Bañarse con bandera roja | Mundial 2026 de Fútbol


En la playa de Liencres siempre hay olas. Es una larga flecha de arena que termina en punta, justo donde se unen el río Pas y su agua dulce con el Cantábrico más rabioso. Todas las fuerzas confluyen en esta playa, e incluso los días que ondea la bandera verde, el mantel del mar tiene ondulaciones. Cuando pasa esto, en vez de tablas de surf y cuerpos hercúleos, lo que hay en el agua son bañistas convencionales, y por eso se ve algún que otro guantazo en la orilla, porque los bañistas convencionales no sabemos leer el mar como los surfistas, ni anticipar el ritmo de su elevación ni su cadencia, y nos quedamos quietos en esa zona donde no cubre pero tampoco puedes sumergirte, mirando cómo se acerca la ola, cómo crece más y más, hasta que cierras muy fuerte los ojos.
La indecisión siempre termina con el mar estallándote encima, que se lo digan a los franceses, que venían a darnos un baño y se han llevado un revolcón. Sin embargo, lo interesante no ha sido la forma de caer de Francia, sino cómo España se convirtió en una fuerza de la naturaleza que ha hecho ondear la bandera roja en el Mundial.

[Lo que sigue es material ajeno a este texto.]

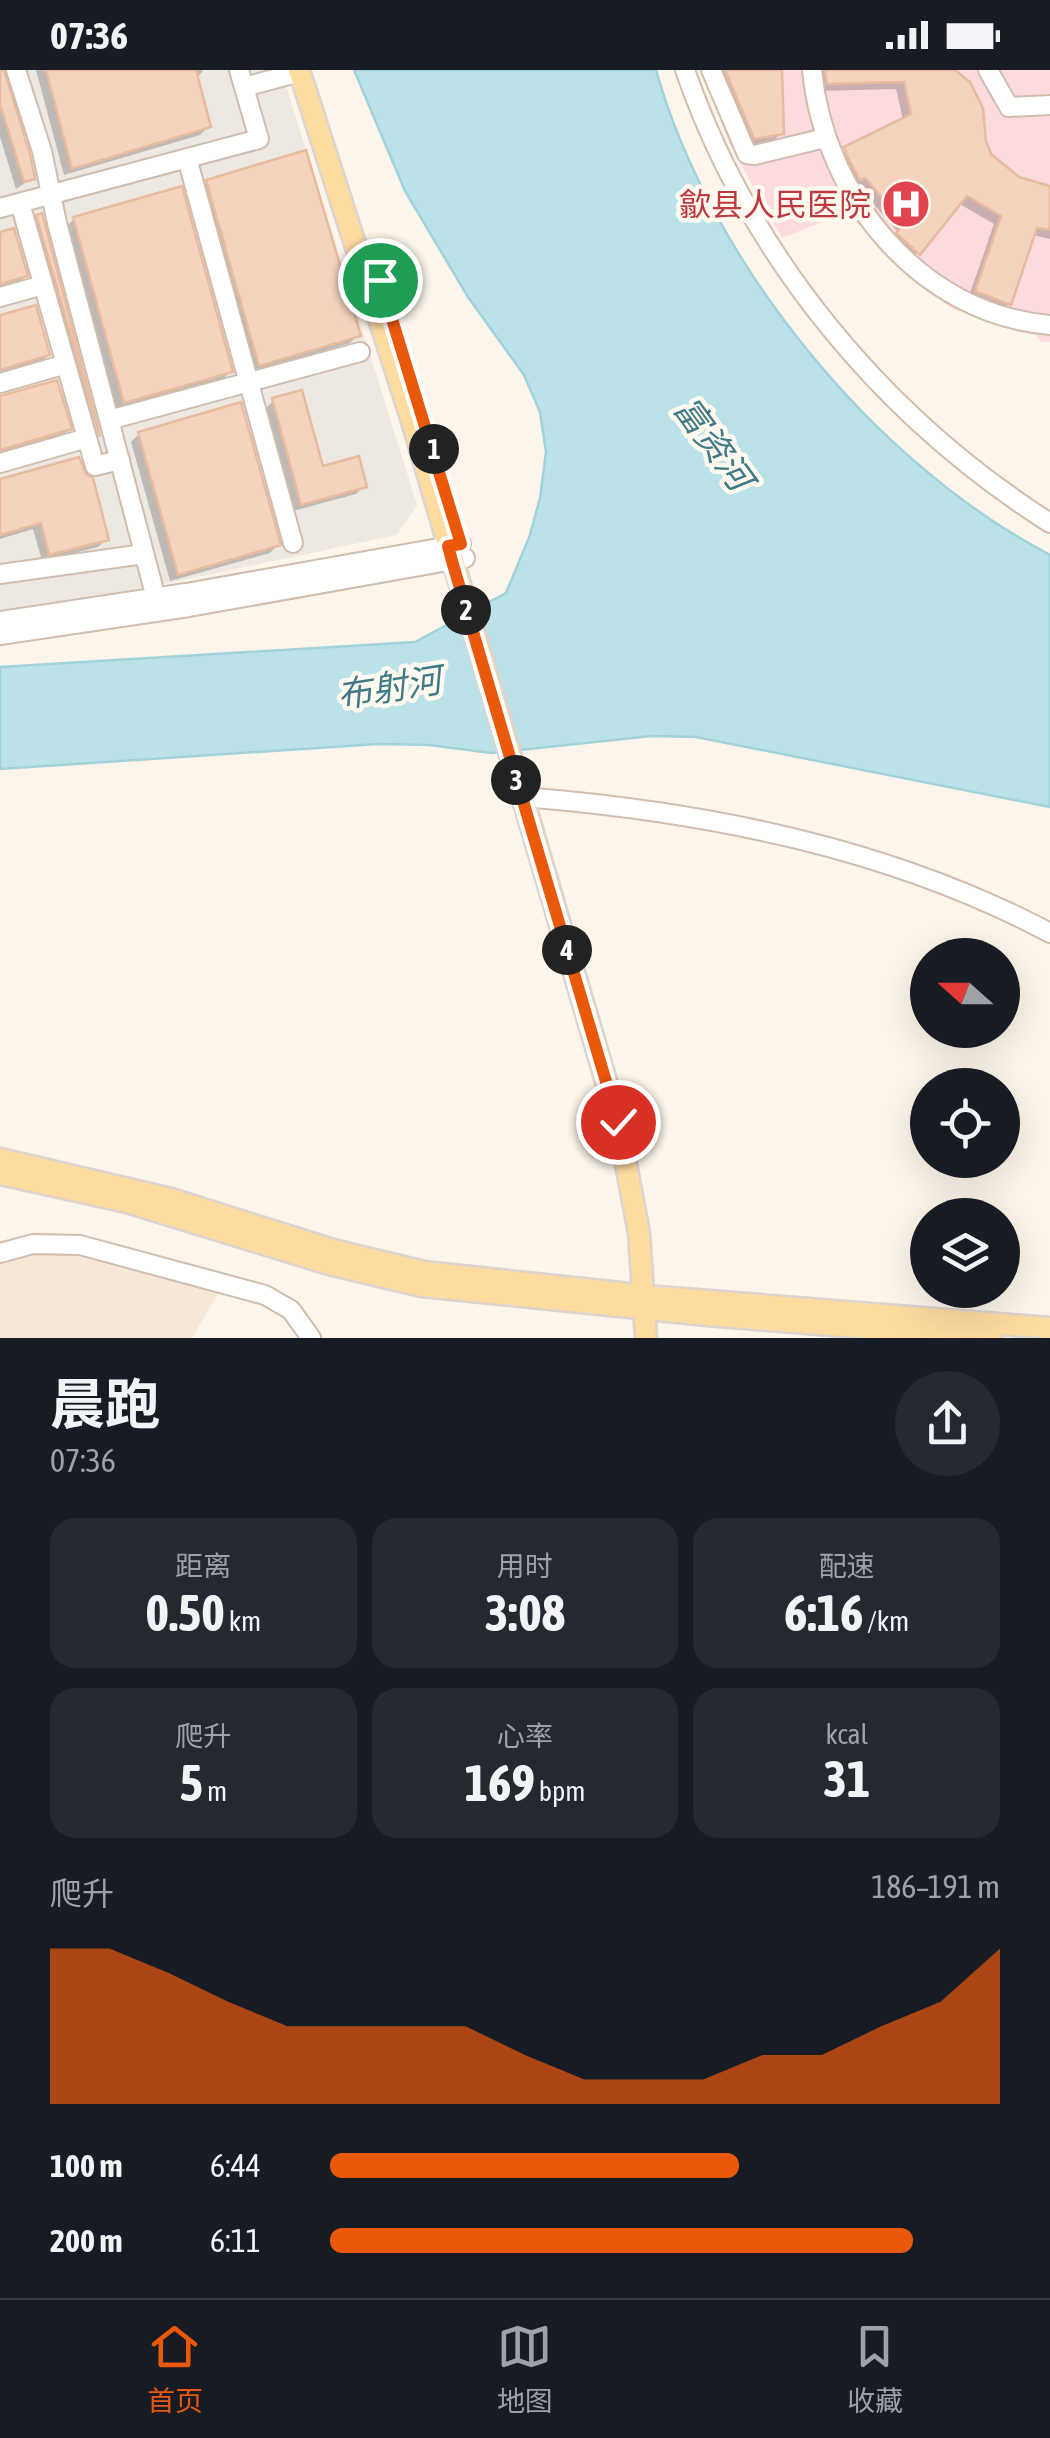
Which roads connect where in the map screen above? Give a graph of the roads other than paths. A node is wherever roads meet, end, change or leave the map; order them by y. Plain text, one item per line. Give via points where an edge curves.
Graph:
1 (16, 70) edge
2 (685, 70) edge
3 (711, 70) edge
4 (812, 70) edge
5 (988, 70) edge
6 (304, 71) edge
7 (241, 78) edge
8 (1050, 105) edge
9 (825, 138) junction
10 (186, 158) junction
11 (51, 194) junction
12 (20, 202) junction
13 (0, 208) edge
14 (44, 285) junction
15 (0, 297) edge
16 (1050, 325) edge
17 (360, 352) dead end
18 (66, 364) junction
19 (248, 382) junction
20 (0, 383) edge
21 (109, 420) junction
22 (87, 438) junction
23 (120, 460) junction
24 (0, 463) edge
25 (1050, 523) edge
26 (292, 543) dead end
27 (457, 552) junction
28 (144, 554) junction
29 (0, 574) edge
30 (156, 598) junction
31 (0, 621) edge
32 (0, 635) edge
33 (520, 769) junction
34 (535, 798) junction
35 (1011, 912) junction
36 (1050, 926) edge
37 (1050, 933) edge
38 (0, 1159) edge
39 (0, 1174) edge
40 (0, 1254) edge
41 (652, 1303) junction
42 (1050, 1328) edge
43 (310, 1338) edge
44 (646, 1338) edge
45 (660, 1338) edge
46 (992, 1338) edge

1 - 11 street
2 - 25 street via 755,218 828,327 925,428
3 - 9 street via 747,154
4 - 9 street
5 - 8 street via 1009,106
6 - 7 street
6 - 27 main road
7 - 10 street via 259,138
9 - 16 street via 866,218 944,291 991,313
10 - 11 street
10 - 19 street
11 - 12 street
11 - 21 street
12 - 13 street
12 - 14 street
14 - 15 street
14 - 18 street
17 - 19 street
18 - 20 street
18 - 22 street
19 - 21 street
19 - 26 street
21 - 23 street
22 - 23 street via 95,466
22 - 24 street
23 - 28 street
27 - 30 street
27 - 32 street via 172,610
27 - 33 main road
28 - 29 street
28 - 30 street
30 - 31 street
33 - 34 main road
33 - 41 main road via 618,1122
34 - 35 street via 777,834 894,867
34 - 41 main road via 630,1118 650,1212
35 - 36 street
35 - 37 street
38 - 41 main road via 171,1199 388,1264
39 - 41 main road via 167,1212 386,1278 458,1292
40 - 43 street via 33,1244 80,1244 265,1294 291,1310
41 - 42 main road
41 - 44 main road
41 - 45 main road
41 - 46 main road

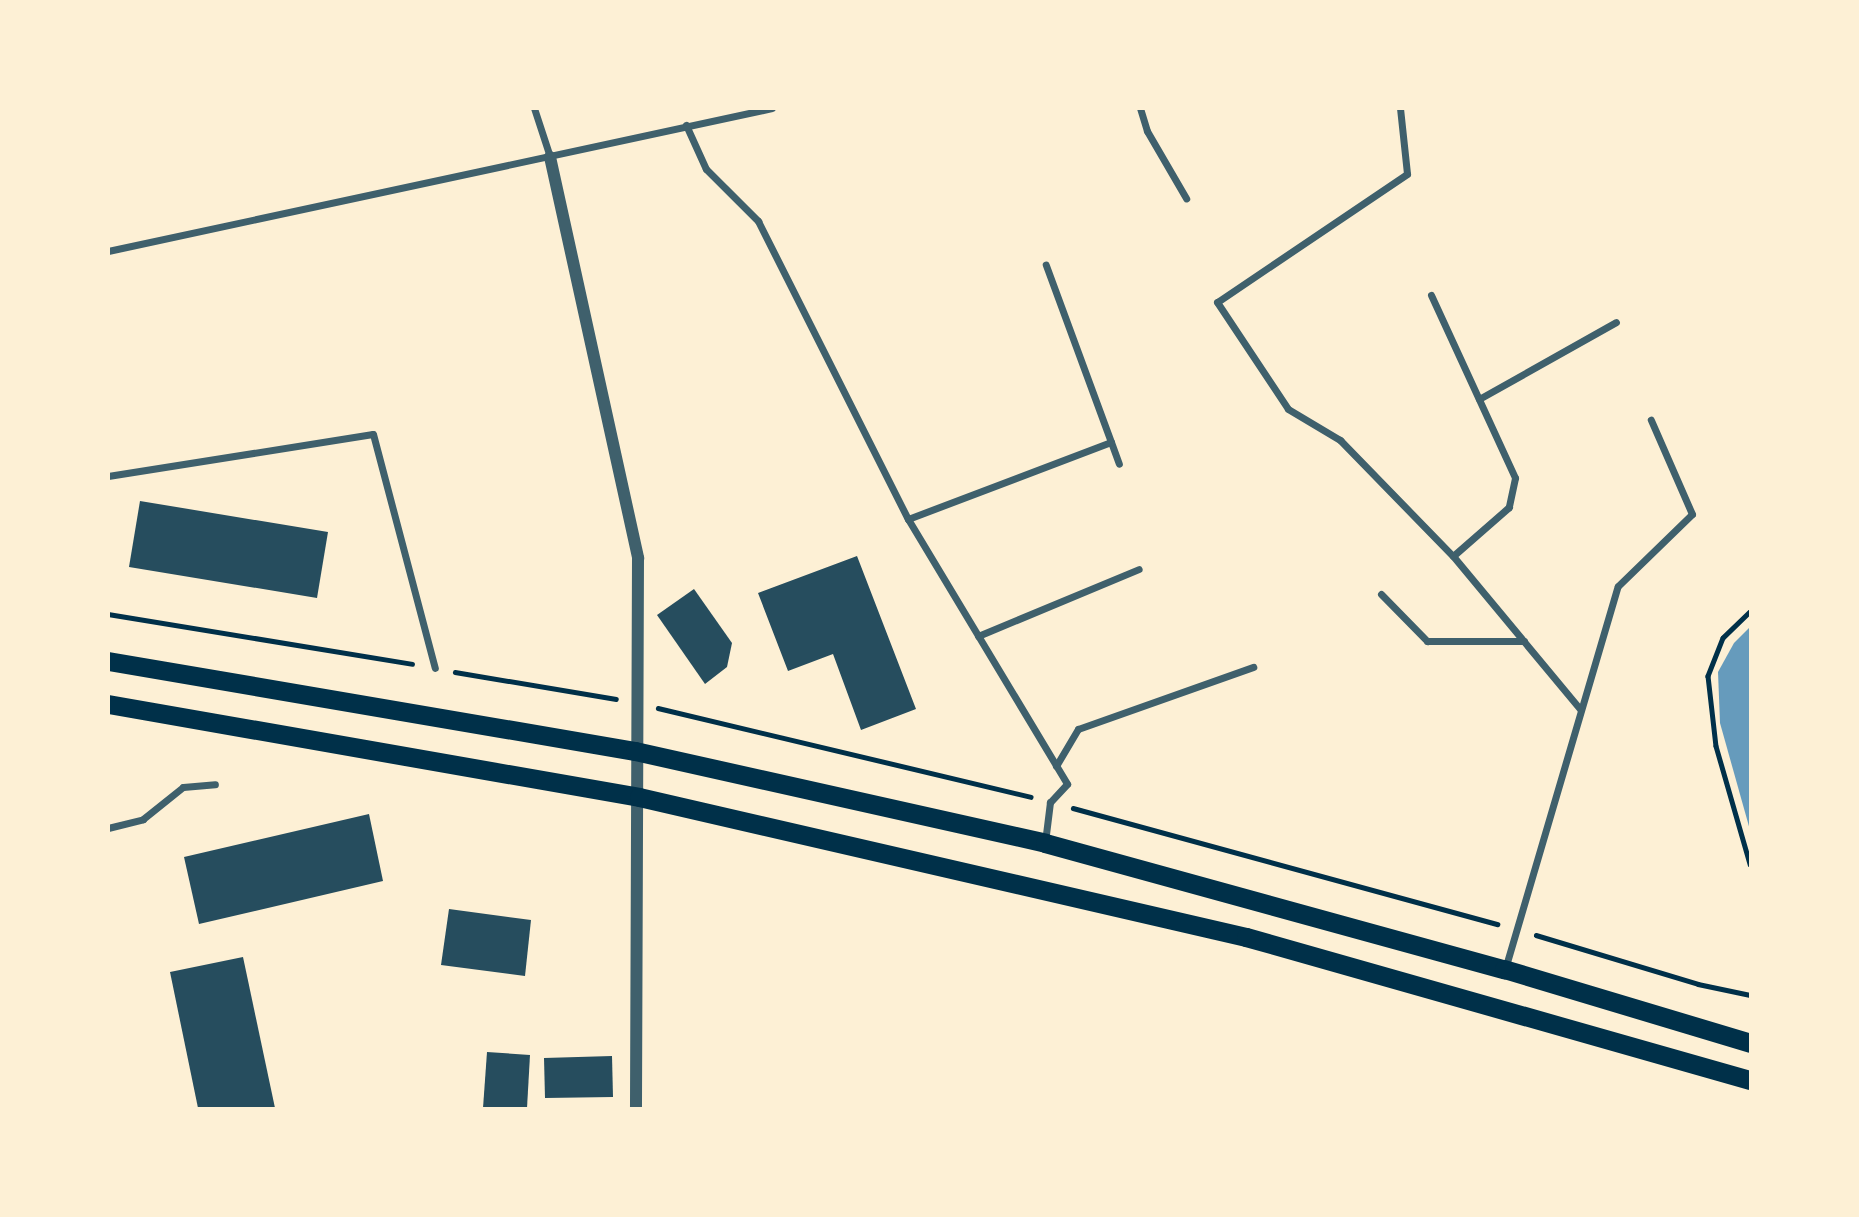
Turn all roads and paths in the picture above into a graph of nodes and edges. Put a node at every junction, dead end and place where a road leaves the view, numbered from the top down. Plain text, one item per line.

¿Le llegaría a la Selección la intuición de tantos españoles convencidos de que el viaje terminaba ahí, en Dallas? ¿Qué hacen los jugadores con sus expectativas y con las ajenas en esa milésima de segundo en la que mueven el pie, enfocan el pase o respiran, si el temor a fallar es más rápido que una elástica de Lamine? Pienso en Ferran Torres, por ejemplo. El valenciano ha dejado una de las imágenes más poderosas del torneo que evidencia la profundidad a la que suceden las batallas más íntimas. Sus minutos iniciales con la Selección se cuestionaron; había fallado varias ocasiones claras ante Cabo Verde y, sin mentarlo, apareció en el imaginario colectivo el fantasma de Morata. En el siguiente partido contra Arabia Saudí, cargaba con el peso de la cruz de parte de la afición y la prensa, y cuando le tocó salir, sus acciones incitaban al juicio como en una parábola bíblica. Hasta que metió el gol. La celebración parecía más bien un exorcismo y me pregunto qué pensó cuando el árbitro se llevó la mano a la oreja. Durante unos minutos, el VAR condensó su destino, y las cámaras, que lo sabían, buscaron el primer plano de su cara: “Por favor, que sea gol. Por favor, que sea gol”. Ferran movía los labios, rezaba como el que pide clemencia, pero Dios lo castigó. ¿Cómo es posible que una semana después de aquello, el bloque ofensivo que mantuvo a Francia hundida pasara por sus botas? ¿Cómo hicieron los demás jugadores, cada uno a cargo de sus propios demonios, para sincronizar esa marea de pases y coberturas, de huecos y líneas, que ahogó a los franceses?
Era un equipo plagado de estrellas que iba a darnos un baño. Y dudamos, que es lo peor que uno puede hacer cuando hay olas, pero la Selección no dudó, y ahora que ondea la bandera roja en el Mundial, está prohibido bañarse si no quieres acabar en la arena como Mbappé, Dembelé, Olise o Koundé. “El mejor equipo ha ganado a la mejor selección”, dijo Luis de la Fuente, y es así porque lo que te tumba no es una ola solitaria, sino cuando vienen todas seguidas, coordinadas, imparables. Y ahí está el milagro, en habernos transformado en una fuerza de la naturaleza cuando pensábamos que nuestra naturaleza era otra. Me pregunto si nuestros rivales en la final serán buenos nadadores.